■ Aim of the task: Everything in the records below from the line containing "middle tip: (280, 266)" through the line containing "index mcp: (257, 93)" is to be reproduced exactly, those two lines included; no picture is to be copied.

■ Source records:

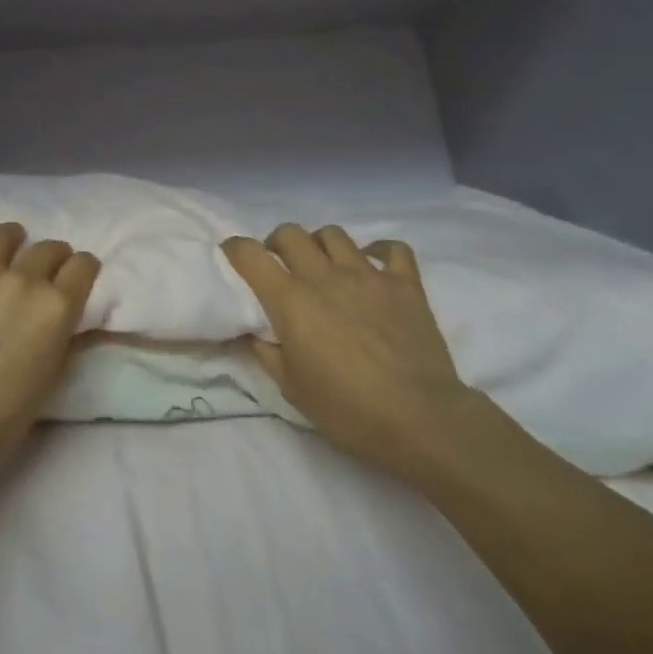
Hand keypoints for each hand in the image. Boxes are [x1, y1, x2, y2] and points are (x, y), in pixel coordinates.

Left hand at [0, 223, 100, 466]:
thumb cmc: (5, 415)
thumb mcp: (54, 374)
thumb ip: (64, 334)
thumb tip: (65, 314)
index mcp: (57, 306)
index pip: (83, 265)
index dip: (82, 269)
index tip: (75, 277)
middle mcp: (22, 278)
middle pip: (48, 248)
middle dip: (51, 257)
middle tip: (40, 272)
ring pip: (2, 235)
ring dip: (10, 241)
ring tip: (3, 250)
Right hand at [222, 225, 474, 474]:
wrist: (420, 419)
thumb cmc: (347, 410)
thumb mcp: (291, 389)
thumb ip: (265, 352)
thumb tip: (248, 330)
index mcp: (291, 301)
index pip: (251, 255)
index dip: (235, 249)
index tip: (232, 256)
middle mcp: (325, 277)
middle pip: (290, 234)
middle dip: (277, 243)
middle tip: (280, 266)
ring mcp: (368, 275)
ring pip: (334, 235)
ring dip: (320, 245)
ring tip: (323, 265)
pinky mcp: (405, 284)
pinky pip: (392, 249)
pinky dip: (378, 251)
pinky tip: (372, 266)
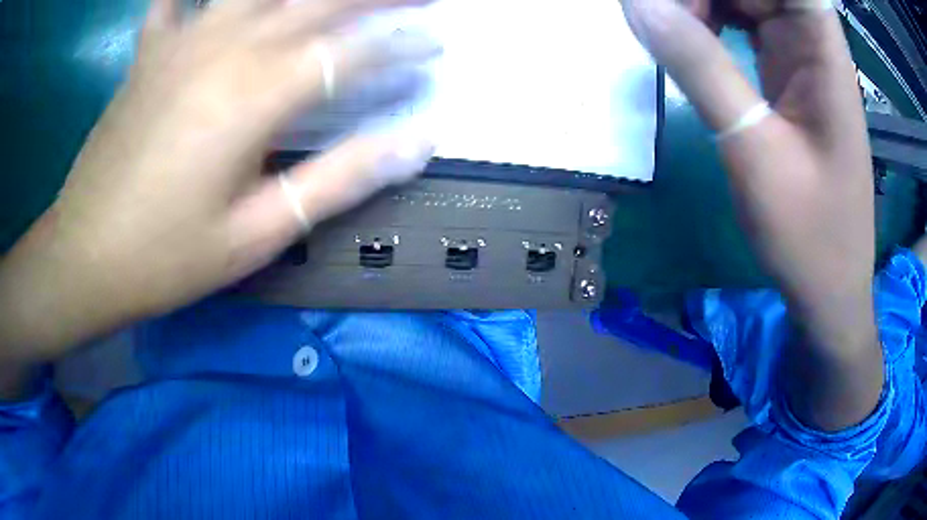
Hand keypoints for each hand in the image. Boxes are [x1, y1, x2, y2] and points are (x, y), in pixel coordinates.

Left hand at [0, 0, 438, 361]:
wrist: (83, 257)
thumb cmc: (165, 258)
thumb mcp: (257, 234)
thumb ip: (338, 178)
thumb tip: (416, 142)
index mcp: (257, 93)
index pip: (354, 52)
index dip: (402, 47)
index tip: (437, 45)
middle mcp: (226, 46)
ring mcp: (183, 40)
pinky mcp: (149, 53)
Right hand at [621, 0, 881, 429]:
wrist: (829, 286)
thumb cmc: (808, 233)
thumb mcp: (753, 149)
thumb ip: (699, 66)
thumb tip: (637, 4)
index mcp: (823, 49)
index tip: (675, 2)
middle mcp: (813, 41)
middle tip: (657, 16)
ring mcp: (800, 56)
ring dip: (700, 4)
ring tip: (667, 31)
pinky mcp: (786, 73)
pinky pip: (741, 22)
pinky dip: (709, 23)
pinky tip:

■ Output:
middle tip: (280, 266)
ring mcp: (368, 275)
ring pip: (334, 235)
ring dip: (320, 245)
ring tip: (323, 265)
pinky mcp: (405, 284)
pinky pip: (392, 249)
pinky dip: (378, 251)
pinky tip: (372, 266)
Hand keypoints for each hand in the image. Boxes are [x1, y1, x2, y2] and points are (x, y), in pixel coordinates.

Left hand at [0, 0, 438, 361]:
wrist: (83, 257)
thumb cmc: (165, 258)
thumb mcp: (257, 234)
thumb ip: (338, 178)
thumb tip: (416, 142)
index mcp: (257, 93)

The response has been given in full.